Paste gave the episode a 9 out of 10 and wrote, "'Late Show Part 2' has the difficult task of being the middle episode of a storyline, without really a beginning or ending, but this works well given Louies fragmentary nature. It's one of those episodes of the show where everything works, and while by no means filled with laughs, is more importantly stuffed with well-executed ideas." Neal Lynch of TV Fanatic gave the episode a 4 star out of 5 rating and wrote, "The journey should be fun (and painful) to watch. He's been physically, emotionally and psychologically abused, but now it's for something big. All the bruises (ego and physical) are not without reason. But, as I've said in past reviews, we've come to know what to expect (failure) but we're just tuning in to see the fallout."

====Part 3====
"Late Show Part 3" received critical acclaim. Eric Goldman of IGN gave the episode an "amazing" 9 out of 10 and wrote, "The conclusion of Louie's journey towards potentially becoming a late night host ended in Late Show Part 3, and while it didn't quite offer as many new turns as the last couple of episodes, it still was incredibly entertaining."

Emily St. James of The A.V. Club gave the episode an "A" grade and wrote, "This is definitely a case where the three episodes as a whole make up a story that's much greater than the sum of its parts, a case where the particular story Louis C.K. is trying to tell is so inextricably bound together that I almost wish FX had found a way to air all three parts on the same night. I found the first two parts to be very funny and occasionally moving, but part three brought everything together in a way that made the whole thing rather undeniable."

Alan Sepinwall of HitFix wrote, "Wow. 'Daddy's Girlfriend' aside, this season of Louie has been more interesting than dazzling, but the conclusion of this 'Late Show' trilogy earned every second the show had spent building up to it. Just an incredibly powerful, funny, heartbreaking, inspiring episode." Zach Dionne of Vulture wrote, "The contemplative do-or-die music revs into a horn-blasting triumph theme, Louie walks off into the sunset of Times Square, and we get the show's biggest — one of its only — heart-warming moments since Louie took his daughters out to a sunrise breakfast at the end of season one and that absurdly uplifting 'Bad Night' song played. It's a perfect New York ending, twenty-story Diddy billboard and all."

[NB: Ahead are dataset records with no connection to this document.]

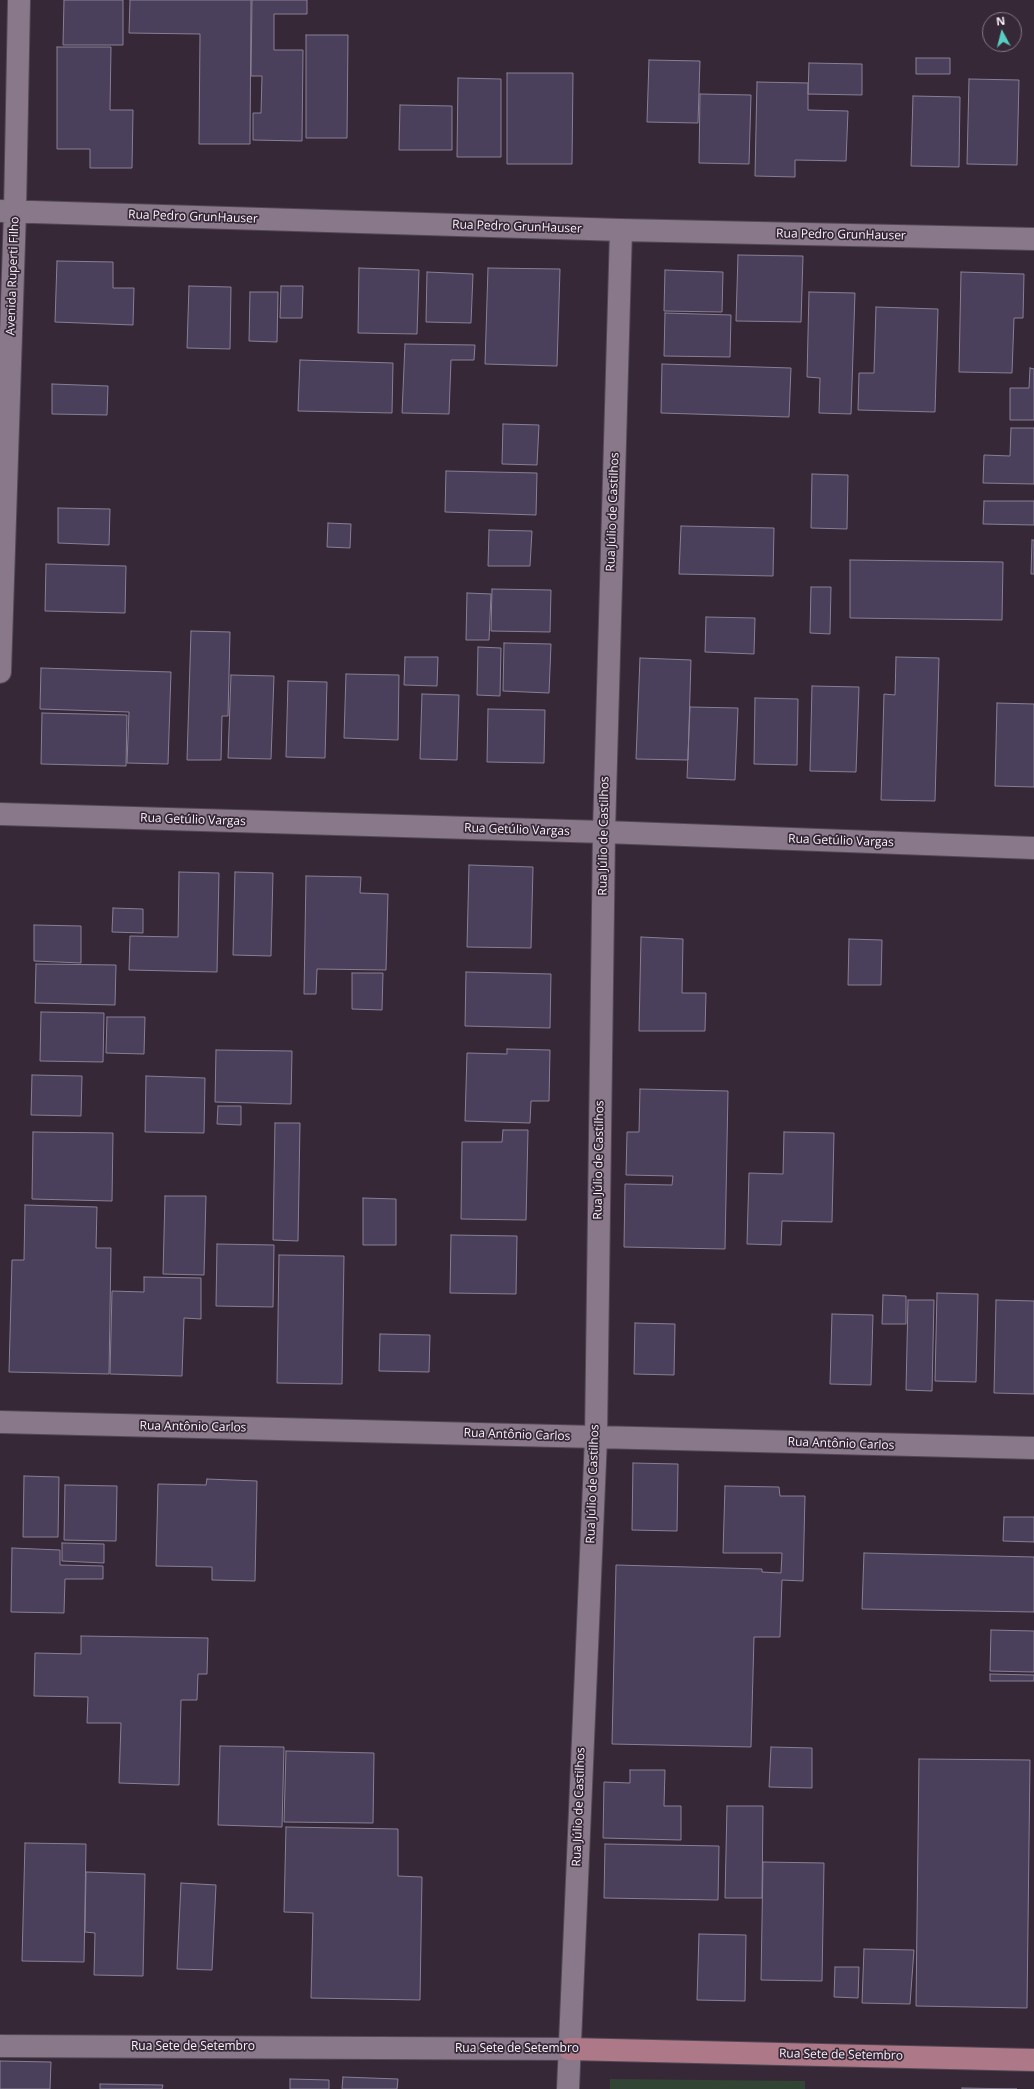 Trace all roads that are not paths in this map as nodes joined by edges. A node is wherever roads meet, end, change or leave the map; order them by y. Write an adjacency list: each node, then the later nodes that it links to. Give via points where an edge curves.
1 (19, 0): 2 (street, Avenida Ruperti Filho)
2 (8, 211): 3 (street, Rua Pedro GrunHauser); 5 (street, Avenida Ruperti Filho)
3 (621, 230): 4 (street, Rua Pedro GrunHauser); 7 (street, Rua Júlio de Castilhos)
4 (1034, 239)
5 (0, 672)
6 (0, 814): 7 (street, Rua Getúlio Vargas)
7 (604, 832): 8 (street, Rua Getúlio Vargas); 10 (street, Rua Júlio de Castilhos)
8 (1034, 848)
9 (0, 1422): 10 (street, Rua Antônio Carlos)
10 (596, 1438): 11 (street, Rua Antônio Carlos); 13 (street, Rua Júlio de Castilhos)
11 (1034, 1448)
12 (0, 2046): 13 (street, Rua Sete de Setembro)
13 (569, 2049): 14 (main road, Rua Sete de Setembro); 15 (street, Rua Júlio de Castilhos)
14 (1034, 2060)
15 (568, 2089) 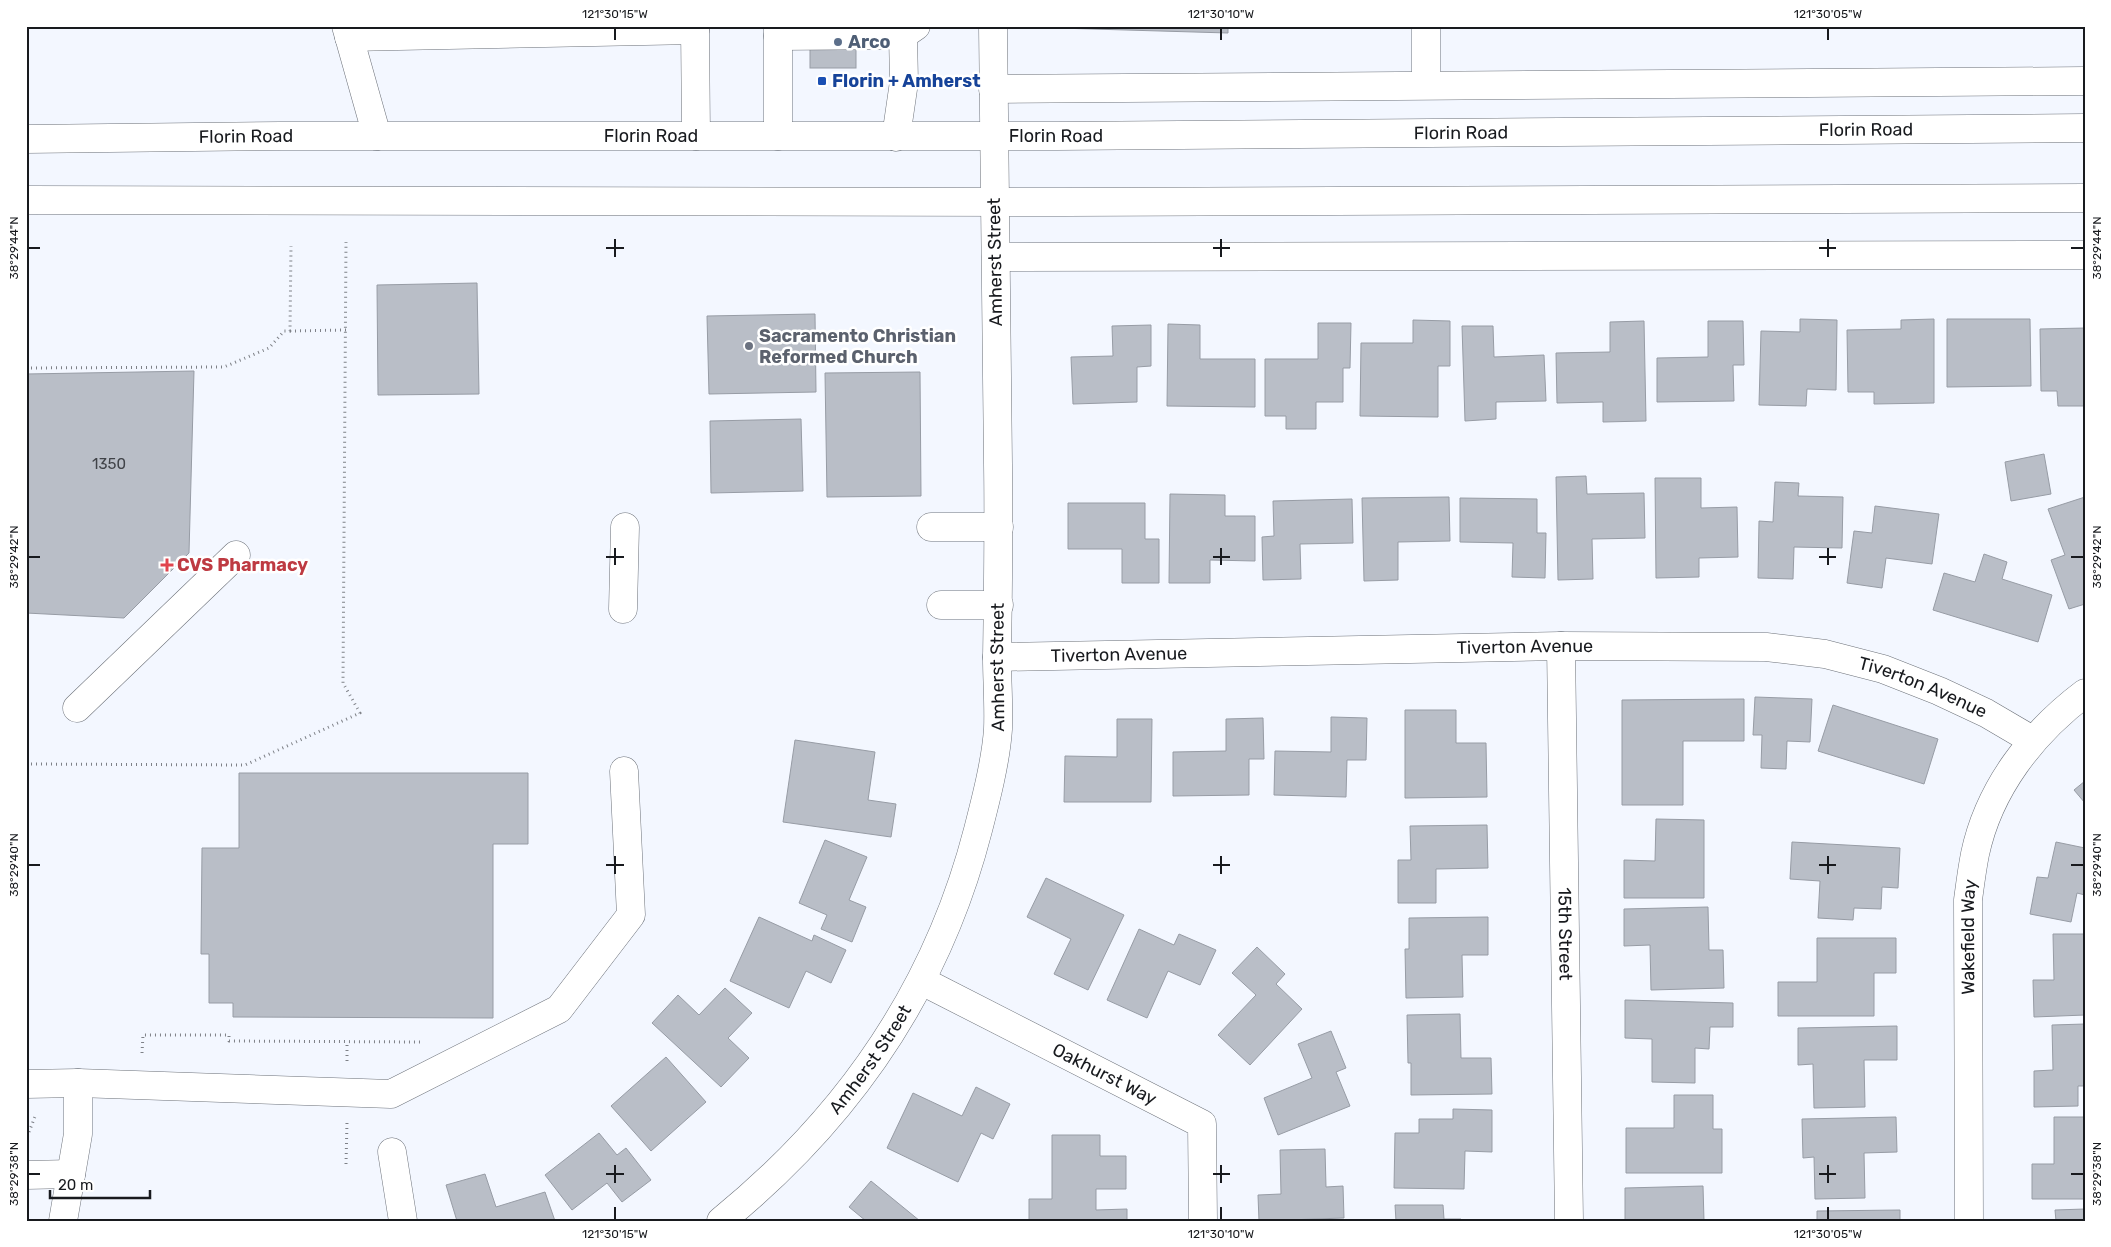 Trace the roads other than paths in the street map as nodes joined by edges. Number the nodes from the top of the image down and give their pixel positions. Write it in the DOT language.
graph roads {
  1 [pos="993,26"];
  2 [pos="1426,26"];
  3 [pos="695,28"];
  4 [pos="778,31"];
  5 [pos="909,31"];
  6 [pos="348,32"];
  7 [pos="2085,81"];
  8 [pos="1426,85"];
  9 [pos="993,89"];
  10 [pos="2085,128"];
  11 [pos="377,136"];
  12 [pos="696,136"];
  13 [pos="778,136"];
  14 [pos="994,136"];
  15 [pos="896,137"];
  16 [pos="26,139"];
  17 [pos="2085,198"];
  18 [pos="26,200"];
  19 [pos="994,202"];
  20 [pos="2085,255"];
  21 [pos="996,257"];
  22 [pos="625,527"];
  23 [pos="931,527"];
  24 [pos="999,527"];
  25 [pos="236,555"];
  26 [pos="941,605"];
  27 [pos="999,605"];
  28 [pos="623,609"];
  29 [pos="1561,646"];
  30 [pos="997,657"];
  31 [pos="2085,693"];
  32 [pos="77,708"];
  33 [pos="2032,740"];
  34 [pos="624,771"];
  35 [pos="922,981"];
  36 [pos="78,1083"];
  37 [pos="38,1084"];
  38 [pos="392,1152"];
  39 [pos="71,1174"];
  40 [pos="26,1175"];
  41 [pos="63,1221"];
  42 [pos="403,1221"];
  43 [pos="721,1221"];
  44 [pos="1203,1221"];
  45 [pos="1569,1221"];
  46 [pos="1969,1221"];
  1 -- 9 [label="street, Amherst Street"];
  2 -- 8 [label="street"];
  3 -- 6 [label="street"];
  3 -- 12 [label="street"];
  4 -- 5 [label="street"];
  4 -- 13 [label="street"];
  5 -- 15 [label="street"];
  6 -- 11 [label="street"];
  7 -- 8 [label="street"];
  8 -- 9 [label="street"];
  9 -- 14 [label="street, Amherst Street"];
  10 -- 14 [label="street, Florin Road"];
  11 -- 12 [label="street, Florin Road"];
  11 -- 16 [label="street, Florin Road"];
  12 -- 13 [label="street, Florin Road"];
  13 -- 15 [label="street, Florin Road"];
  14 -- 15 [label="street, Florin Road"];
  14 -- 19 [label="street, Amherst Street"];
  17 -- 19 [label="street"];
  18 -- 19 [label="street"];
  19 -- 21 [label="street, Amherst Street"];
  20 -- 21 [label="street"];
  21 -- 24 [label="street, Amherst Street"];
  22 -- 28 [label="street"];
  23 -- 24 [label="street"];
  24 -- 27 [label="street, Amherst Street"];
  25 -- 32 [label="street"];
  26 -- 27 [label="street"];
  27 -- 30 [label="street, Amherst Street"];
  29 -- 30 [label="street, Tiverton Avenue"];
  29 -- 33 [label="street, Tiverton Avenue"];
  29 -- 45 [label="street, 15th Street"];
  30 -- 35 [label="street, Amherst Street"];
  31 -- 33 [label="street, Wakefield Way"];
  33 -- 46 [label="street, Wakefield Way"];
  34 -- 36 [label="street"];
  35 -- 43 [label="street, Amherst Street"];
  35 -- 44 [label="street, Oakhurst Way"];
  36 -- 37 [label="street"];
  36 -- 39 [label="street"];
  38 -- 42 [label="street"];
  39 -- 40 [label="street"];
  39 -- 41 [label="street"];
}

Paste gave the episode a 9.4 out of 10 and wrote, "This arc, with its myriad of celebrities and far more plot-based structure than the rest of the show, has been in some ways the most ambitious thing Louie has done so far. And like its hero, the show managed to succeed, even though next week it'll be back where it started." Neal Lynch of TV Fanatic gave the episode a 3 star out of 5 rating and wrote, "Seems like a pretty decent finale, right? So, what in the hell does he have up his sleeve for the actual finale? How can he possibly top that life-changing trilogy? My guess is wipe it all away and bring him back to Ground Zero."